Search the data for the word "paths" and copy every line where it occurs.
◆ ◆ ◆ ◆ ◆
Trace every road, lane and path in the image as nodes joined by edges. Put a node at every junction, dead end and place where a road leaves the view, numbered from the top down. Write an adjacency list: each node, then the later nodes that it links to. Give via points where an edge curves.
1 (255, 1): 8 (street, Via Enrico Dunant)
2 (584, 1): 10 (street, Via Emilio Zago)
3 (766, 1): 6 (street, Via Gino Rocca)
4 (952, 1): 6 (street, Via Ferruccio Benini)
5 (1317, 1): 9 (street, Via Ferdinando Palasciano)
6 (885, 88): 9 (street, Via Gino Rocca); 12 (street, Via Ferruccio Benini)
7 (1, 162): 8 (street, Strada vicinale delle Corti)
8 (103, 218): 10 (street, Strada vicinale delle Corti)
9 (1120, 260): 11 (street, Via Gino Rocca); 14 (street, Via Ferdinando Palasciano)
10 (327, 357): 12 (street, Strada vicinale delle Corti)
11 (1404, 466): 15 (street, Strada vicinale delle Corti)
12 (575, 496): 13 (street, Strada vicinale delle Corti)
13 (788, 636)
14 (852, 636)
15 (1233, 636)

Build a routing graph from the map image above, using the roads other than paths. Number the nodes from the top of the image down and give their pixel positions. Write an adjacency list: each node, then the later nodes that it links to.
◆ ◆ ◆ ◆ ◆
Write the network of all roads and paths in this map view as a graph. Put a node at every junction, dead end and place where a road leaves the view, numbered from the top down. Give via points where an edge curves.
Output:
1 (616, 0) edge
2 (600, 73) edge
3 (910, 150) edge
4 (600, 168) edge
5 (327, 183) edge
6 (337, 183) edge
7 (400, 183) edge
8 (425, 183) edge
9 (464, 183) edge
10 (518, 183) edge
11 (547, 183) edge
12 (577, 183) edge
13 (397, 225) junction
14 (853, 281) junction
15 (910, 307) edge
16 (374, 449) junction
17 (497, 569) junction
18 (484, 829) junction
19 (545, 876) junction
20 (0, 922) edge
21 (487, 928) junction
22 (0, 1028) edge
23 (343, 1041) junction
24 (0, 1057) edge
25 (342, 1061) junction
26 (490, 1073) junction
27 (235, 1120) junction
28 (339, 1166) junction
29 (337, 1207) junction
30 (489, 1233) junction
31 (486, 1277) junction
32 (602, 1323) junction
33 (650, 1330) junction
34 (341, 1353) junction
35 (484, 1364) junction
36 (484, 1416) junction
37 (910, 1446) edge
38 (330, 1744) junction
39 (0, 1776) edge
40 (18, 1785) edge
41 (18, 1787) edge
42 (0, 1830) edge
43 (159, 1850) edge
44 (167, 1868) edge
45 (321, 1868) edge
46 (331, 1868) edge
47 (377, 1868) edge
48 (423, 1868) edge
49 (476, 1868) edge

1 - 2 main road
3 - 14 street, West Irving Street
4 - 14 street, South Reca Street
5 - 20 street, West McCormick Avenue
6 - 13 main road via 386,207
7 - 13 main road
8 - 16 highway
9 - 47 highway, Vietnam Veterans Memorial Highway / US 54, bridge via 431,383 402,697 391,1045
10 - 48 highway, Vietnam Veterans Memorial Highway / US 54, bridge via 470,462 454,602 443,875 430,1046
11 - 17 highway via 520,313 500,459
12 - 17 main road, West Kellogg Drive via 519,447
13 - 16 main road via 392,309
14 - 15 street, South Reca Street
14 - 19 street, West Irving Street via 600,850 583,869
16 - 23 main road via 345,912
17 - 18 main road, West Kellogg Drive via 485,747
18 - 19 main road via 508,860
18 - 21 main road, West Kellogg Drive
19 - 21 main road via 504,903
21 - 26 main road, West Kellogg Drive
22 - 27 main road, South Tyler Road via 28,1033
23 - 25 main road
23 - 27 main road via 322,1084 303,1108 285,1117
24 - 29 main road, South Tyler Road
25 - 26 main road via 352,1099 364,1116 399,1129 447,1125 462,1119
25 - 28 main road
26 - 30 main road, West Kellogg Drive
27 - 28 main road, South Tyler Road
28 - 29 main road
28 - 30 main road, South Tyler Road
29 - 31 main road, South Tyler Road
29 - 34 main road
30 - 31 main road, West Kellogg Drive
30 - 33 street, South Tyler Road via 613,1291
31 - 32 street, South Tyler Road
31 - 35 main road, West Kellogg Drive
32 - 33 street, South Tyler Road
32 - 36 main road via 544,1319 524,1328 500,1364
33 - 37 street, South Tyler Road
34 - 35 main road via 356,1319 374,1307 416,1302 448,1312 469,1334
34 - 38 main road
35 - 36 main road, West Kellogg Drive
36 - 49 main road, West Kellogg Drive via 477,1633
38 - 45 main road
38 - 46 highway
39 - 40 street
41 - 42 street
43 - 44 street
◆ ◆ ◆ ◆ ◆
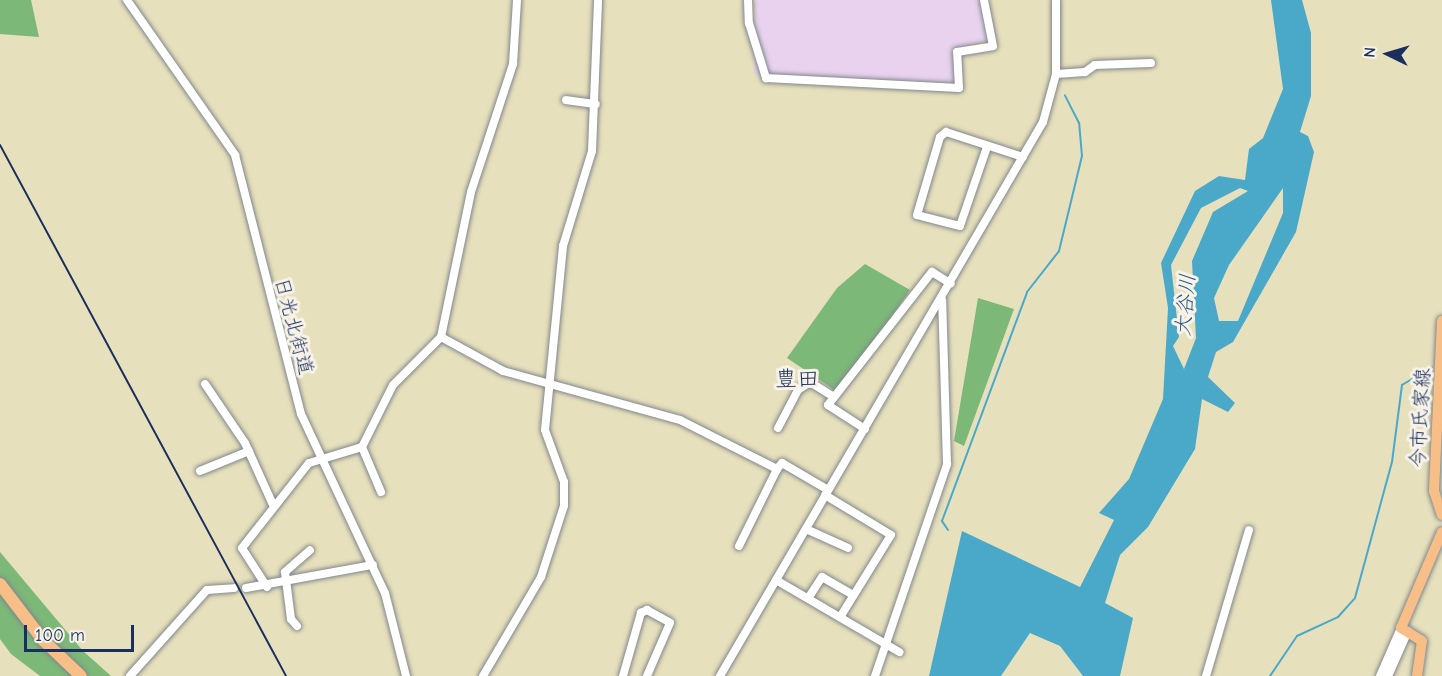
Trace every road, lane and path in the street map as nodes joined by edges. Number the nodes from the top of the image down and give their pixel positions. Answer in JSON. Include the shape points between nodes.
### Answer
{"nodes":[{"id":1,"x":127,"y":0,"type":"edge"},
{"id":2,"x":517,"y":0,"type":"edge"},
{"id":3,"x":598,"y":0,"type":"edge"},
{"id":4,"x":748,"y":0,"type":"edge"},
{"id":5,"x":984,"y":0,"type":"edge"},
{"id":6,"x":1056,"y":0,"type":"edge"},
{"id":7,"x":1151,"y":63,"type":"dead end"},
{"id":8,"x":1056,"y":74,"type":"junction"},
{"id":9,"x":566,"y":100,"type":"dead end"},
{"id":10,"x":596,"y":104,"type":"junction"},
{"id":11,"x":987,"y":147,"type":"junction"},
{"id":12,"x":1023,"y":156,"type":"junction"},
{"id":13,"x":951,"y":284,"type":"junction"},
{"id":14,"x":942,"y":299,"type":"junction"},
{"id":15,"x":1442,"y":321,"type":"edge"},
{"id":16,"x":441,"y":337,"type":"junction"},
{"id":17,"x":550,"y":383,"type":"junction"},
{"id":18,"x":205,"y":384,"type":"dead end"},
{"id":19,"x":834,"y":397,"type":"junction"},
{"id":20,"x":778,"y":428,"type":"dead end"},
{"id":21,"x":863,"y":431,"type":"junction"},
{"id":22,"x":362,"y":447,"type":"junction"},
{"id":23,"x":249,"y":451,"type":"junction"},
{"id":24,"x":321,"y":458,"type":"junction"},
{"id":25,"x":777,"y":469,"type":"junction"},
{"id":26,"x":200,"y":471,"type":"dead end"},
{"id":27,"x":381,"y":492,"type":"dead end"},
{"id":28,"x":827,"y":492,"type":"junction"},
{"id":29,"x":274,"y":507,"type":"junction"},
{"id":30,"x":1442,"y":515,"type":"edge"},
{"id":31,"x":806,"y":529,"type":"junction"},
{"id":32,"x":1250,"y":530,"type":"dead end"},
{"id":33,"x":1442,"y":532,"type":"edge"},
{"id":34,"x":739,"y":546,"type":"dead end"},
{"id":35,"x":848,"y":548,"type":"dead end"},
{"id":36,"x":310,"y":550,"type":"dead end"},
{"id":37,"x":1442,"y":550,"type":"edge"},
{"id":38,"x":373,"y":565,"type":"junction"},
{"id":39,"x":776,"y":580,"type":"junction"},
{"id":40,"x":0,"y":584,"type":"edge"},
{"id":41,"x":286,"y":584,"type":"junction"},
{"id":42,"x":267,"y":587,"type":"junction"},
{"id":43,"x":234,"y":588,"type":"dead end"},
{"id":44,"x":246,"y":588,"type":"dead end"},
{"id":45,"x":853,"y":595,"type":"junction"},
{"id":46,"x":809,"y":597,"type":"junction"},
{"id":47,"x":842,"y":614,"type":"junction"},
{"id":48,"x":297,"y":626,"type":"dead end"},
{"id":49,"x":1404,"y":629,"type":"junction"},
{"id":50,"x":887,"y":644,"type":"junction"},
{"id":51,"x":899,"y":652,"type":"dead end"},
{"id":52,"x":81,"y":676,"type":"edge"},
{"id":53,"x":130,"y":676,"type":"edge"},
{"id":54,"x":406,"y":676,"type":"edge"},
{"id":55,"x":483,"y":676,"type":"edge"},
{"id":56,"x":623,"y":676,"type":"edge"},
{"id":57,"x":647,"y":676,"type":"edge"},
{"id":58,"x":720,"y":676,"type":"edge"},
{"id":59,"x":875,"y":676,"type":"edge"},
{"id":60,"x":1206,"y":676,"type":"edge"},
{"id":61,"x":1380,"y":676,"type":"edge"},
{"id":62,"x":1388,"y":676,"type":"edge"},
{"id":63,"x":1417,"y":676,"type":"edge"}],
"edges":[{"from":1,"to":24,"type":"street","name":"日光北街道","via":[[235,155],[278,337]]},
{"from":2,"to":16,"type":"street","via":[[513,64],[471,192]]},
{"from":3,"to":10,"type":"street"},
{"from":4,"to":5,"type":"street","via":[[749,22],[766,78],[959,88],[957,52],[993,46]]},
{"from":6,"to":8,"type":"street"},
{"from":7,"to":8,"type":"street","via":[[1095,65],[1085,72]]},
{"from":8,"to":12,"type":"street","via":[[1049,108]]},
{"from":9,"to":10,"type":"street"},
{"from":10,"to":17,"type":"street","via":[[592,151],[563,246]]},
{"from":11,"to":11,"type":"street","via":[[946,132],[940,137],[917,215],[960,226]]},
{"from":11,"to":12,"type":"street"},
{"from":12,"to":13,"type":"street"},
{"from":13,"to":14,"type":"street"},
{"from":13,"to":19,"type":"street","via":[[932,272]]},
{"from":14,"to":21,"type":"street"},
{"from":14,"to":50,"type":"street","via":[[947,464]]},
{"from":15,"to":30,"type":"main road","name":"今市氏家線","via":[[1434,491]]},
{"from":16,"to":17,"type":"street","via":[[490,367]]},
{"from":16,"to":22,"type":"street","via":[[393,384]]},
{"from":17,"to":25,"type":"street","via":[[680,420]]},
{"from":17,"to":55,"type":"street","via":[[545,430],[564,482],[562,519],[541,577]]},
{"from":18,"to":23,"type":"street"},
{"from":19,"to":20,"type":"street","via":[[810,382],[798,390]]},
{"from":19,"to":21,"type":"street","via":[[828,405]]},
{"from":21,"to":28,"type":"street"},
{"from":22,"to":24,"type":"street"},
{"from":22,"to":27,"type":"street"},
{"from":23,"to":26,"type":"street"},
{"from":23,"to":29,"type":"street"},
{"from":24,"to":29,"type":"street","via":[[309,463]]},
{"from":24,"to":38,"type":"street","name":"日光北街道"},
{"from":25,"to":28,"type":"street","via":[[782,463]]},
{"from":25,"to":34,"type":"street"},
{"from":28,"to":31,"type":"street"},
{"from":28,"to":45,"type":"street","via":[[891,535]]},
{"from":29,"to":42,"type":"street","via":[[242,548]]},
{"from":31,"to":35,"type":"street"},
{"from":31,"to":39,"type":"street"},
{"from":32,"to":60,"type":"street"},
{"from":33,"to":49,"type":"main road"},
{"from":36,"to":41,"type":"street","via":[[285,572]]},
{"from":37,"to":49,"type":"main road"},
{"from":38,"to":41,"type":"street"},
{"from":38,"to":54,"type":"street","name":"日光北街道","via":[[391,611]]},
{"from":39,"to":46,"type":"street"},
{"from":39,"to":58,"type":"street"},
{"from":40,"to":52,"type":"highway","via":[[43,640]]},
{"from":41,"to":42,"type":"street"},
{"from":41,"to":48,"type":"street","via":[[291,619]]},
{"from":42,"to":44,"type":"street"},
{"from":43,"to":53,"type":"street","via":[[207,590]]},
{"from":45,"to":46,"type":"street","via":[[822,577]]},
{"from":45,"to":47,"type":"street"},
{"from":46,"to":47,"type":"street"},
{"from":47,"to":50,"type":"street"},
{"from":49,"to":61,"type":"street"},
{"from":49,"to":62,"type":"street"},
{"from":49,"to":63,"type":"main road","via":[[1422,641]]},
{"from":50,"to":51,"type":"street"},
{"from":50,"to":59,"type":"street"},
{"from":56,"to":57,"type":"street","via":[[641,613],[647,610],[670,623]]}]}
◆ ◆ ◆ ◆ ◆
Task solution
Build a routing graph from the map image above, using the roads other than paths. Number the nodes from the top of the image down and give their pixel positions. Write an adjacency list: each node, then the later nodes that it links to.
Write the network of all roads and paths in this map view as a graph. Put a node at every junction, dead end and place where a road leaves the view, numbered from the top down. Give via points where an edge curves.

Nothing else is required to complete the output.